= Items from a data source =
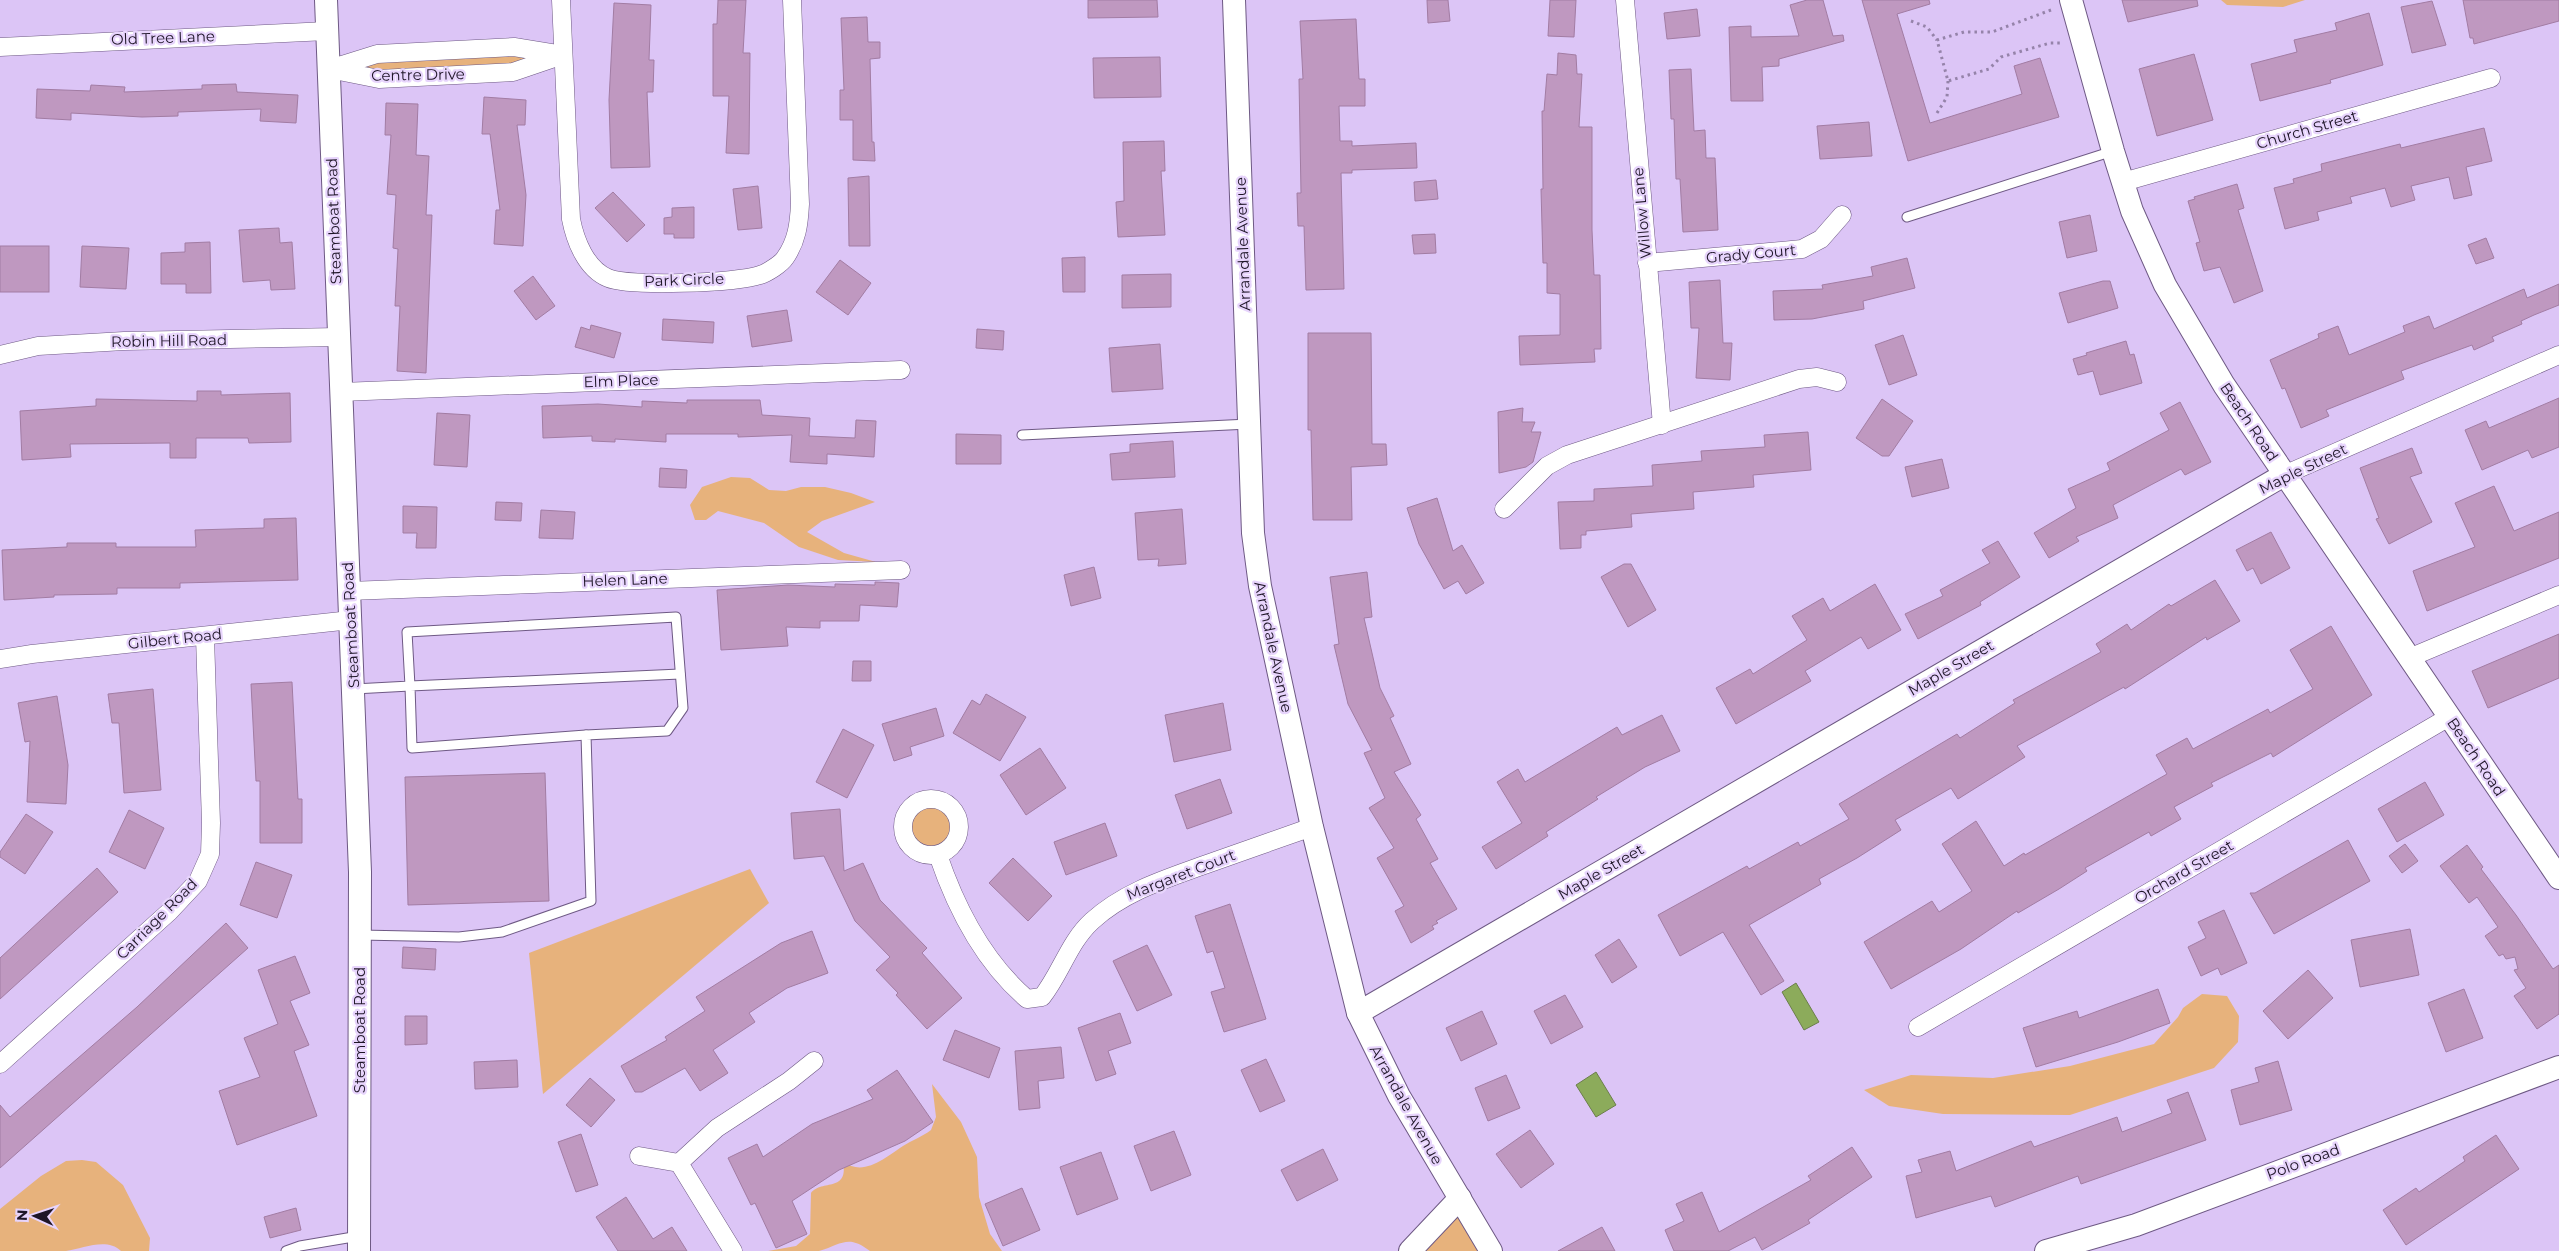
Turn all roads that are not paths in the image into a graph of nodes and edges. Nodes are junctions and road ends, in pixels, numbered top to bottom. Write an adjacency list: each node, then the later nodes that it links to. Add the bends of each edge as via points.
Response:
1 (326, 0): 7 (street, Steamboat Road)
2 (561, 0): 9 (street, Park Circle)
3 (792, 0): 9 (street, Park Circle, via 799,231 784,259 761,275 701,282 626,282 607,278 592,266 574,238 571,219)
4 (1234, 0): 23 (street, Arrandale Avenue)
5 (1625, 0): 16 (street, Willow Lane)
6 (2063, 4): 12 (street, Beach Road)
7 (327, 31): 8 (street, Old Tree Lane); 10 (street, Steamboat Road)
8 (0, 47)
9 (563, 55): 10 (street, Centre Drive, via 514,47 377,54); 10 (street, Centre Drive, via 513,72 379,79)
10 (328, 69): 17 (street, Steamboat Road)
11 (2491, 78): 13 (street, Church Street)
12 (2113, 151): 13 (street, Beach Road); 15 (lane)
13 (2123, 182): 26 (street, Beach Road, via 2164,285 2224,385)
14 (1842, 216): 16 (street, Grady Court, via 1821,239 1802,249)
15 (1906, 217)
16 (1647, 263): 24 (street, Willow Lane)
17 (339, 338): 18 (street, Robin Hill Road, via 124,341 38,346); 22 (street, Steamboat Road)
18 (0, 355)
19 (2559, 356): 26 (street, Maple Street)
20 (901, 370): 22 (street, Elm Place)
21 (1837, 382): 24 (street, via 1799,379)
22 (341, 392): 29 (street, Steamboat Road)
23 (1249, 424): 25 (lane); 40 (street, Arrandale Avenue, via 1253,533 1260,586)
24 (1662, 425): 27 (street, via 1567,455 1547,466)
25 (1022, 436)
26 (2284, 475): 33 (street, Beach Road); 44 (street, Maple Street)
27 (1504, 508)
28 (901, 570): 29 (street, Helen Lane)
29 (349, 591): 31 (street, Steamboat Road)
30 (2559, 596): 33 (street)
31 (351, 620): 32 (street, Gilbert Road); 37 (street, Steamboat Road)
32 (205, 636): 34 (street, Gilbert Road); 47 (street, Carriage Road, via 212,823 210,854 198,881 169,912)
33 (2409, 658): 38 (street, Beach Road)
34 (0, 659)
35 (680, 674): 36 (lane); 36 (lane, via 676,617 407,632); 39 (lane, via 683,708 667,731)
36 (410, 686): 37 (lane); 39 (lane, via 412,748)
37 (354, 689): 43 (street, Steamboat Road)
38 (2449, 717): 42 (street, Beach Road); 45 (street, Orchard Street)
39 (586, 735): 43 (lane, via 591,901 502,932 459,937)
40 (1312, 827): 41 (street, Margaret Court, via 1152,883 1120,898 1076,939 1054,982 1042,997 1027,999 1007,982 964,918); 44 (street, Arrandale Avenue)
41 (938, 855)
42 (2559, 878)
43 (360, 935): 52 (street, Steamboat Road)
44 (1358, 1013): 51 (street, Arrandale Avenue, via 1398,1096)
45 (1918, 1027)
46 (814, 1062): 50 (street, via 717,1128)
47 (0, 1064)
48 (2559, 1067): 57 (street, Polo Road, via 2136,1225)
49 (639, 1156): 50 (street)
50 (680, 1163): 54 (street)
51 (1460, 1198): 55 (street); 56 (street, Arrandale Avenue)
52 (359, 1243): 53 (lane, via 300,1246)
53 (286, 1251)
54 (734, 1251)
55 (1410, 1251)
56 (1491, 1251)
57 (2046, 1251)

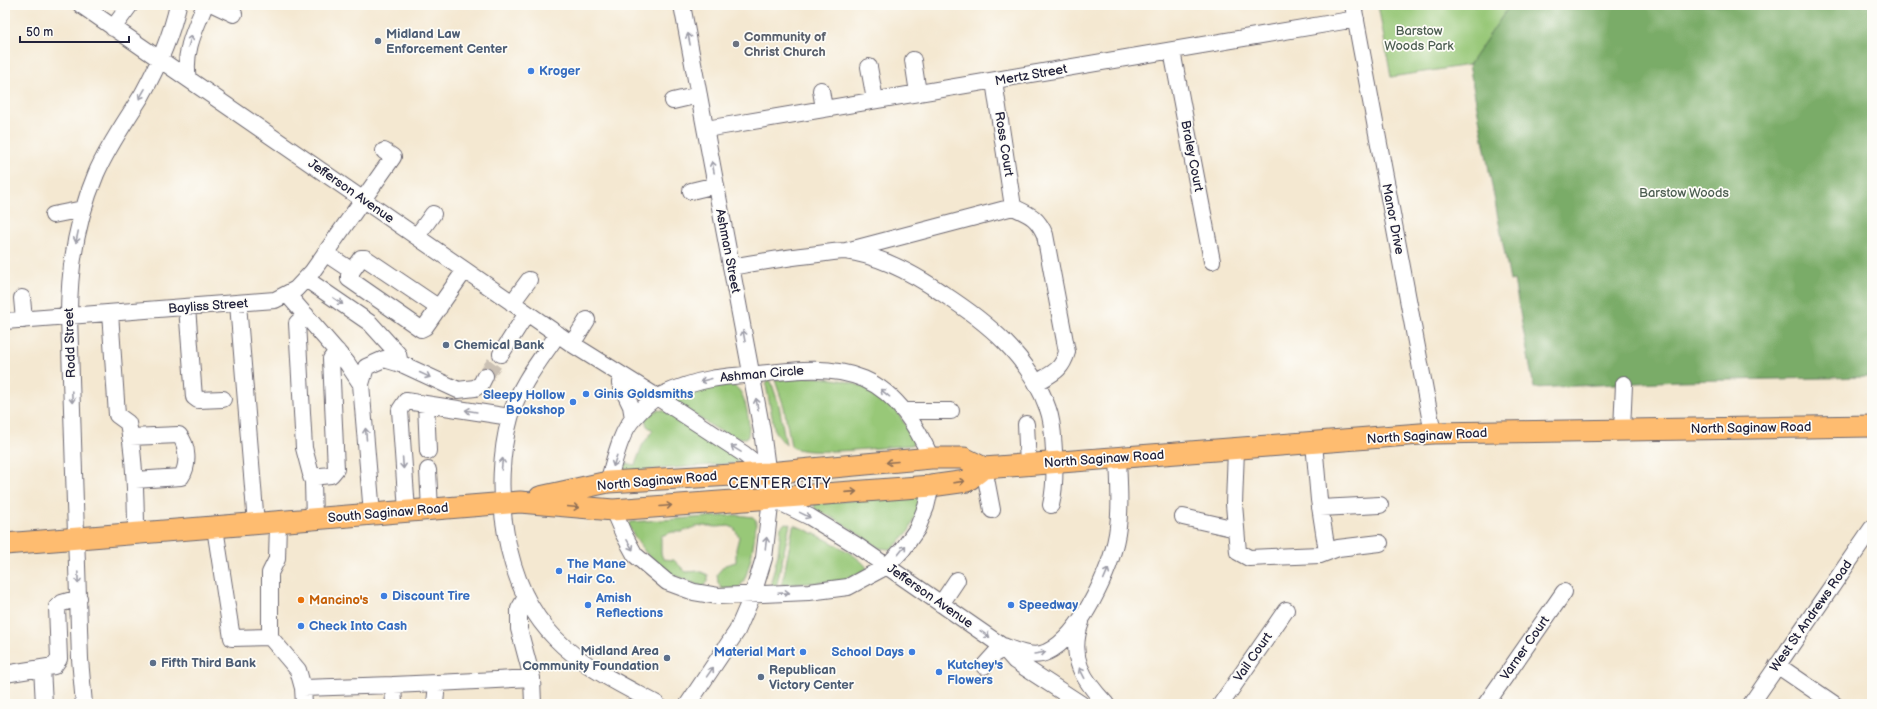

= Problem description =
Among the records, find all lines that include the string "Court" and return them.

= Exercise response =
14 (1842, 216): 16 (street, Grady Court, via 1821,239 1802,249)
40 (1312, 827): 41 (street, Margaret Court, via 1152,883 1120,898 1076,939 1054,982 1042,997 1027,999 1007,982 964,918); 44 (street, Arrandale Avenue)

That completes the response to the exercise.